For about a century, proud and dead Americans imagined themselves to be Egyptians. Throwing away […]

For about a century, proud and dead Americans imagined themselves to be Egyptians. Throwing away the simple, hopeful crosses of common grave-marking, and setting aside the robust traditions of soaring angels and death’s heads of Puritan or German decoration, we erected obelisks in our own memory. It doesn’t seem to have ever extended to mummification and canopic jars, but it was a fad of fads that grew up following the Napoleonic spoliation of Egypt—and the sudden appearance of Cleopatra’s needles in Paris, Rome, London, and New York. It ended as abruptly as it began. But the obelisks still poke the firmament from among their Victorian neighbors: the marble lambs sleeping on green grass, the funerary urns, the mourning drapes, the turtledoves.

Some of my family were faddish enough that there are Howell, Roseberry, and Rial obelisks to be found among the necropolises of Pennsylvania. Whenever I find one, I ask myself why. You were Lutherans, you were German Reformed, you were Episcopalians, you were Methodists betimes. Why the obelisks? (I shun Dr. Freud except when I don’t, and when I have visited the Washington Monument.) Unless we imagine an American Egyptianism as a corollary to British Israelitism—and this can be done—it was nonsense for American Christians to set up obelisks for themselves. And there is no end of joy for me that I have, among my kin, a person who once kicked this stupid trend with laughter.

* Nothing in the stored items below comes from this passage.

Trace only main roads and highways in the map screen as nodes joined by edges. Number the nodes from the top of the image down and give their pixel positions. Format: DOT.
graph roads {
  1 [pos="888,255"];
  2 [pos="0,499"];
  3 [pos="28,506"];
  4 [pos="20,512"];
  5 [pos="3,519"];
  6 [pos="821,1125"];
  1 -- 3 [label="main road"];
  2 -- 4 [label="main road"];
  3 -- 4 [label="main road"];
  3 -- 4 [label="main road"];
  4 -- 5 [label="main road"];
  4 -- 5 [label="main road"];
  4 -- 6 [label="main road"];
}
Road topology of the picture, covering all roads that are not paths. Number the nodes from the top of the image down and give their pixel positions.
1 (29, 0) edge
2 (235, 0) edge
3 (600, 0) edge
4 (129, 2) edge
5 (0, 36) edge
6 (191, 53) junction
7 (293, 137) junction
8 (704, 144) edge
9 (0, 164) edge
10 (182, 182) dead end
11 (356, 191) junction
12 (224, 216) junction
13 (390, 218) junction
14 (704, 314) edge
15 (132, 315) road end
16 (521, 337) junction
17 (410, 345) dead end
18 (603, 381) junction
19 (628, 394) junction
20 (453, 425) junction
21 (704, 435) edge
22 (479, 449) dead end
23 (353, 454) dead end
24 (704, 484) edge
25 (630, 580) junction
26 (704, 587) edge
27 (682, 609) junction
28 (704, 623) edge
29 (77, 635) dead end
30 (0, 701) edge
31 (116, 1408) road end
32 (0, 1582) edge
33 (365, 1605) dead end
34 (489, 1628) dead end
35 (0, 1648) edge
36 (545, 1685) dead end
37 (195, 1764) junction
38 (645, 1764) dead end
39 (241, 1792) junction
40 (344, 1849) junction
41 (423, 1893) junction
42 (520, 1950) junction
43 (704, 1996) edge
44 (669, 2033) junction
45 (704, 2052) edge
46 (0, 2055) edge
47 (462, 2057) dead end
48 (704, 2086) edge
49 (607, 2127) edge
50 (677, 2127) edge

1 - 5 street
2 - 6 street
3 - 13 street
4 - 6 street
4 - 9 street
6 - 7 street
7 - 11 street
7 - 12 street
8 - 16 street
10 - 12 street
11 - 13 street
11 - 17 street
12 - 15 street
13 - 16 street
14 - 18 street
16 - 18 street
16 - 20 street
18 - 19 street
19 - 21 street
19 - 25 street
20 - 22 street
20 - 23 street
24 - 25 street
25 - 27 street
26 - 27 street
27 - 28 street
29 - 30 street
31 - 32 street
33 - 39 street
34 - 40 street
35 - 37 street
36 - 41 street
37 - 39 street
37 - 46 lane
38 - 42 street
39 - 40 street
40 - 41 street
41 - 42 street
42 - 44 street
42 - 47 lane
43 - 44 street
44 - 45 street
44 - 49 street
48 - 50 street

My sixth great-grandfather David Wagener (1736-1796) laughed at the Egyptian American way of death, and at death itself, by putting a top hat on his obelisk. I love him for it, and I have visited his grave a few times each decade since I was a child—first with a grandmother who regaled me with stories about him, and this week with the daughters, who are the brightest green leaves of a tree the good dead man planted here on America’s shores. He was a farmer and a judge, a distiller and a miller, the beginning with his wife Susanna of a dynasty that would never call itself a dynasty. It is now the case that there is no person living who ever met a person who knew a person who had heard his voice, and yet he causes laughter down the corridor of the ages. From the grave, he is an evangelist of laughing and of boldness.

David came honestly by his death-sleep, and by the laughter. He was born in a Schwenkfelder community in far, far eastern Saxony, and arrived in Philadelphia in his widow-mother’s arms as a suckling refugee thirteen-month-old. His father Caspar had died—likely by his own hand after years-long Jesuit interrogation and intimidation—before the boy was born. David’s uncles Melchior and Balthasar fill out our family roster of the Magi, but David is a man who made himself in young America without gold, frankincense or myrrh to start, yet all of them in spades to end. I would have liked to have known him, and sometimes I think I may someday.

For two thousand years, Christians have laughed at death: its sting, its victory, its power, its three-day prison. We have also been uncertain about how to approach the cultures around us and among us who erect stelae to crown the honor a person has earned during life. Despite being followers of a man who left his own tomb rather swiftly, we have built and continue to build shrines to ourselves that do not invite a visiting mourner to pray in thanksgiving for souls at rest; nor do they invite us to reflect on our own mortality; nor do they offer a tangible comfort other than what God can–and does–speak to the human heart in the stillness that may arise in a cemetery. The American obelisks are a particularly horrible episode of this failed cultural negotiation.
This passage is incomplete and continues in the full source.